Never in a day has sun-death seemed so sad,
A perfection of transparencies that promist eternity.
I lived it as it became: a dolphin swimming to sea:
A lengthening of shadows over the badgers' lair - ash smoke
Filling the car, with rock, with future, with narcotics.

Dumb and trapt within defeat I watched the girls swim
And felt the drugs destroying my body - and didnt care:
For once I was the laughter in the distance, the careless
Innocence that drove to the summit / obstructed at the last
By the certainty that achievement wouldve disappointed.

And I saw -spread over the moulded hills- that churches
Were a dream not a reality; and that attachment to the soil
Was an intellectual wish for irrecoverable purity;
And I sighed that my mind was not my body / as the graphic shadows
Sprayed a resistless spine of blackened elms along the ridge.

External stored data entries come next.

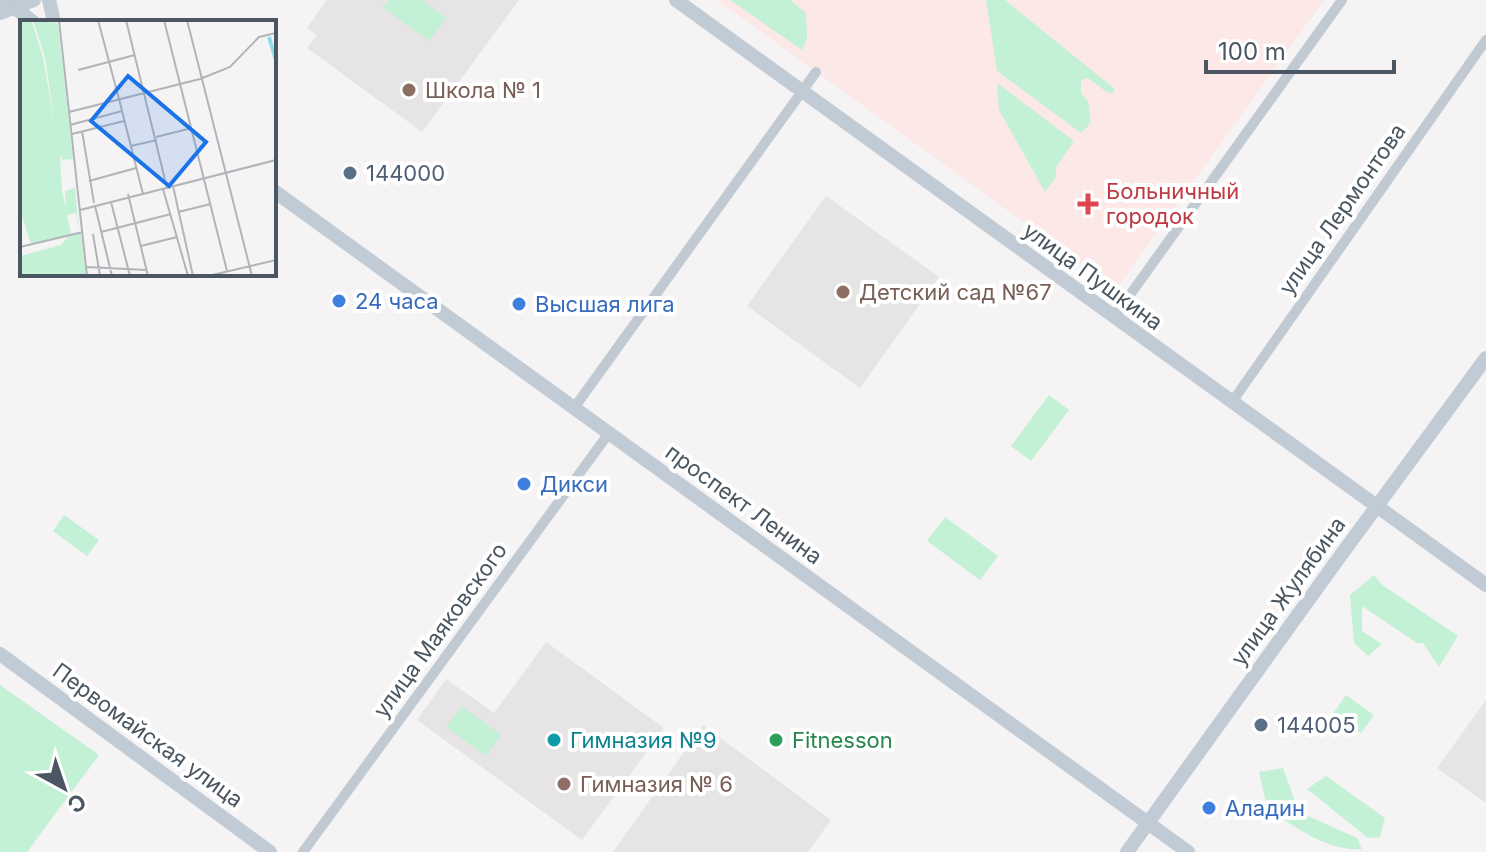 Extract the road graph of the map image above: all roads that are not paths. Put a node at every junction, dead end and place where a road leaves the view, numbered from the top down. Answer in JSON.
{"nodes":[{"id":1,"x":34,"y":0,"type":"edge"},
{"id":2,"x":49,"y":0,"type":"edge"},
{"id":3,"x":676,"y":0,"type":"edge"},
{"id":4,"x":1342,"y":0,"type":"edge"},
{"id":5,"x":6,"y":7,"type":"edge"},
{"id":6,"x":29,"y":20,"type":"edge"},
{"id":7,"x":54,"y":20,"type":"edge"},
{"id":8,"x":1486,"y":40,"type":"edge"},
{"id":9,"x":816,"y":72,"type":"dead end"},
{"id":10,"x":802,"y":92,"type":"junction"},
{"id":11,"x":276,"y":192,"type":"edge"},
{"id":12,"x":1114,"y":317,"type":"junction"},
{"id":13,"x":1486,"y":358,"type":"edge"},
{"id":14,"x":1232,"y":402,"type":"junction"},
{"id":15,"x":574,"y":408,"type":"junction"},
{"id":16,"x":609,"y":433,"type":"junction"},
{"id":17,"x":1376,"y":507,"type":"junction"},
{"id":18,"x":1486,"y":585,"type":"edge"},
{"id":19,"x":0,"y":654,"type":"edge"},
{"id":20,"x":1148,"y":823,"type":"junction"},
{"id":21,"x":270,"y":852,"type":"edge"},
{"id":22,"x":303,"y":852,"type":"edge"},
{"id":23,"x":1127,"y":852,"type":"edge"},
{"id":24,"x":1188,"y":852,"type":"edge"}],
"edges":[{"from":1,"to":5,"type":"main road"},
{"from":2,"to":7,"type":"main road"},
{"from":3,"to":10,"type":"main road","name":"улица Пушкина"},
{"from":4,"to":12,"type":"street"},
{"from":5,"to":6,"type":"main road"},
{"from":8,"to":14,"type":"street","name":"улица Лермонтова"},
{"from":9,"to":10,"type":"street"},
{"from":10,"to":12,"type":"main road","name":"улица Пушкина"},
{"from":10,"to":15,"type":"street"},
{"from":11,"to":15,"type":"main road","name":"проспект Ленина"},
{"from":12,"to":14,"type":"main road","name":"улица Пушкина"},
{"from":13,"to":17,"type":"main road","name":"улица Жулябина"},
{"from":14,"to":17,"type":"main road","name":"улица Пушкина"},
{"from":15,"to":16,"type":"main road","name":"проспект Ленина"},
{"from":16,"to":20,"type":"main road","name":"проспект Ленина"},
{"from":16,"to":22,"type":"street","name":"улица Маяковского"},
{"from":17,"to":18,"type":"main road","name":"улица Пушкина"},
{"from":17,"to":20,"type":"main road","name":"улица Жулябина"},
{"from":19,"to":21,"type":"main road","name":"Первомайская улица"},
{"from":20,"to":23,"type":"main road","name":"улица Жулябина"},
{"from":20,"to":24,"type":"main road","name":"проспект Ленина"}]}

That golden carpet to the sun is a million miles long
And Ive traveled as far as where the water changes colour:
It was okay - good of its kind - but finding myself
No nearer there than here, a wind sprang up sharply
And I listened to voices that doubted the merit of my voyage.

Im fairly sure if it was 'in my head', Id know by now.
Am I the only one blinded by starlight / sole survivor
Of a martini raid on the abandoned earthwork where I shelter?
You flew over one casual afternoon, and I waved /
But the plane turned slowly eastward, its harness swinging lazily.